A separate, somewhat intermediate imaging entity is nascent GA, which is defined by either subsidence of the outer plexiform layer and inner nuclear layer, or a hyporeflective wedge in Henle nerve fiber layer.16 It may be accompanied by RPE attenuation and choroidal hypertransmission and often overlaps with iRORA lesions.16 Objectively, iRORA and nascent GA lesions represent later stages of disease in which irreversible tissue loss has already occurred. Predictably, they are both highly associated with progression to GA. While this is useful for preparing patients for impending vision loss, these biomarkers are impractical for potential trials aiming to modify GA incidence. Imaging biomarkers that precede these substantive anatomic lesions would be more useful for any therapeutic attempts to forecast and modify GA incidence.
CHORIOCAPILLARIS PERFUSION AND THICKNESS
Focal thinning of the choriocapillaris has been associated with drusen, particularly drusen with hyporeflective cores. RPE loss correlates linearly with choriocapillaris loss, and focal flow impairments have been found in relation to drusen, as well as in areas of nascent GA.23-25 In a meta-analysis, total choroidal thickness was inversely correlated with risk for GA (odds ratio = 0.476).
PIGMENTARY CHANGES
In a follow-up study to their meta-analysis, Trinh et al evaluated the accuracy of biomarker risk associations to predict advanced AMD.22 The highest risk biomarkers from their prior analysis were compared with their prognostic accuracy against CFP in a real-world, longitudinal study. Surprisingly, pigmentary abnormalities on CFP had the most impressive profile in terms of prevalence and prognostic performance (area under the curve = 77.7% [68.1, 87.3]) and sensitivity (92%). Pigmentary changes were previously independently identified as a risk factor for the presence of nascent GA (odds ratio = 16.84 [2.42-117.24]),16 which is itself not distinguishable on examination or CFP. This study re-establishes that macular pigmentary changes should remain a reliable and highly predictive biomarker for progression to advanced dry AMD and may be especially useful in under-resourced clinics, remote screening programs, and AI algorithms.

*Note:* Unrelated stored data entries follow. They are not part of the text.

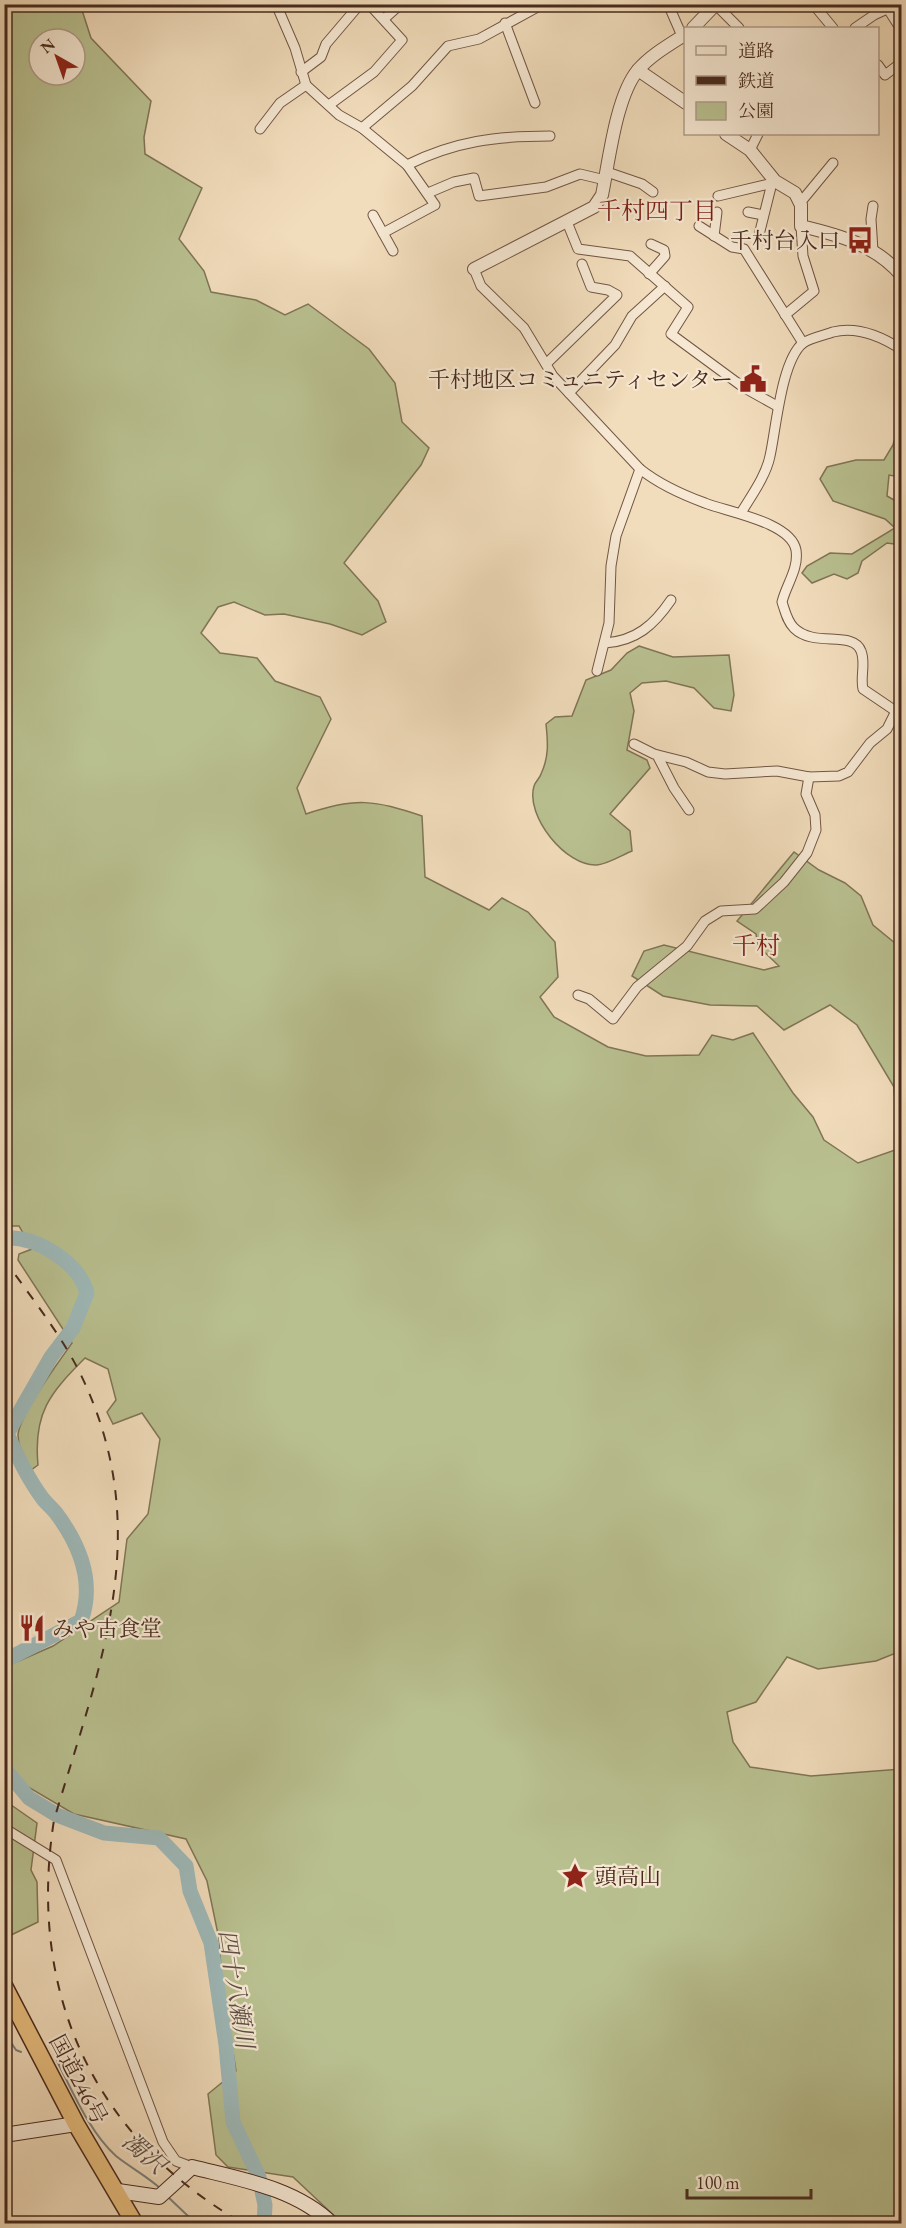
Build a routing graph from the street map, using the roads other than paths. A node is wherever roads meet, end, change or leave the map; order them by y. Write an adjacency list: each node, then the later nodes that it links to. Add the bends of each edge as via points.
1 (276, 4): 21 (street)
2 (360, 4): 21 (street, via 326,44 321,57)
3 (369, 4): 11 (street)
4 (401, 4): 11 (street)
5 (543, 4): 12 (street)
6 (668, 4): 18 (street)
7 (716, 4): 13 (street); 14 (street)
8 (813, 4): 15 (street)
9 (898, 4): 10 (street)
10 (888, 9): 16 (street); 17 (street)
11 (384, 19): 26 (street, via 402,40 374,72)
12 (505, 23): 25 (street); 27 (street, via 479,39 448,46 412,86)
13 (694, 27)
14 (738, 27)
15 (832, 27)
16 (857, 27)
17 (902, 31)
18 (684, 35): 20 (street)
19 (902, 62): 22 (street)
20 (638, 70): 24 (street); 35 (street, via 622,99)
21 (301, 72): 23 (street)
22 (881, 78)
23 (306, 85): 26 (street); 28 (street, via 280,103)
24 (684, 102)
25 (535, 104)
26 (328, 105): 27 (street)
27 (362, 128): 34 (street)
28 (260, 129)
29 (728, 135): 32 (street)
30 (758, 135): 32 (street)
31 (550, 136): 34 (street, via 509,136 459,144)
32 (750, 150): 36 (street)
33 (833, 164): 40 (street)
34 (407, 165): 38 (street)
35 (606, 176): 37 (street, via 642,184); 38 (street, via 580,174 546,187 479,196 474,178); 46 (street, via 602,195 594,207)
36 (771, 181): 39 (street); 40 (street, via 795,193); 45 (street)
37 (653, 192)
38 (428, 194): 49 (street, via 435,205)
39 (718, 196)
40 (800, 203): 48 (street)
41 (873, 206): 54 (street)
42 (717, 212): 51 (street)
43 (748, 212): 45 (street)
44 (373, 214): 49 (street)
45 (763, 215): 50 (street)
46 (567, 222): 56 (street); 57 (street, via 578,249 630,256)
47 (699, 226): 51 (street)
48 (801, 226): 54 (street, via 849,239); 60 (street, via 803,256 814,291)
49 (383, 233): 53 (street)
50 (759, 235)
51 (714, 236): 60 (street, via 744,249)
52 (656, 244): 57 (street, via 665,256)
53 (393, 251)
54 (873, 251): 58 (street, via 888,259)
55 (582, 264): 63 (street, via 591,287 617,295)
56 (474, 269): 63 (street, via 481,286 524,328)
57 (649, 274): 59 (street)
58 (902, 276)
59 (665, 286): 64 (street, via 632,316 615,345); 65 (street, via 688,307 671,334 743,387)
60 (785, 315): 61 (street)
61 (803, 343): 62 (street, via 852,330 880,336); 65 (street)
62 (902, 350)
63 (546, 364): 64 (street)
64 (568, 393): 66 (street)
65 (777, 405): 67 (street, via 770,458)
66 (640, 469): 67 (street, via 706,504); 69 (street, via 616,536 611,566 612,606)
67 (741, 513): 72 (street, via 780,530 796,547 797,564 782,602 793,627 807,637 848,639 857,645 863,659 863,689)
68 (671, 600): 69 (street, via 646,629 620,642)
69 (605, 643): 70 (street)
70 (597, 671)
71 (902, 699): 72 (street)
72 (894, 710): 75 (street, via 887,729 870,743 848,772 839,777)
73 (634, 744): 74 (street)
74 (657, 755): 75 (street, via 708,772 777,771); 76 (street)
75 (809, 777): 77 (street, via 806,794 816,824 814,840 768,898 755,909 722,911 705,921 687,946 637,987 613,1019)
76 (689, 810)
77 (578, 994)
78 (4, 1828): 82 (street, via 56,1860 163,2142 176,2161)
79 (4, 1986): 80 (highway, 国道246号)
80 (76, 2124): 81 (main road); 83 (highway, 国道246号)
81 (4, 2135)
82 (192, 2167): 83 (main road, via 166,2191 150,2197); 85 (main road, via 274,2190 304,2203)
83 (118, 2191): 84 (highway, 国道246号)
84 (135, 2223)
85 (332, 2223)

IMPLEMENTING BIOMARKERS IN THE CLINIC
OCT is the cornerstone for dry AMD staging and risk stratification. Retina specialists should be aware of the range of possible structural changes in this heterogenous disease and their relative prognostic implication for progression to vision-threatening disease. Eventually, the integration of multivariable risk calculators may provide composite progression estimates for patients, clinicians, and researchers.
Progress toward this goal is underway, as our group and others have already developed deep-learning algorithms to predict progression to GA.26,27 Automated prediction systems are already in use, as AI-based software (eg, RetInSight, Topcon) was approved in Europe, Australia, and New Zealand, and under investigational use in the United States.28,29 Time will tell whether these systems will be integrated into the retina clinic, employed for patient screening, monitoring, and outcome quantitation in clinical research, or both.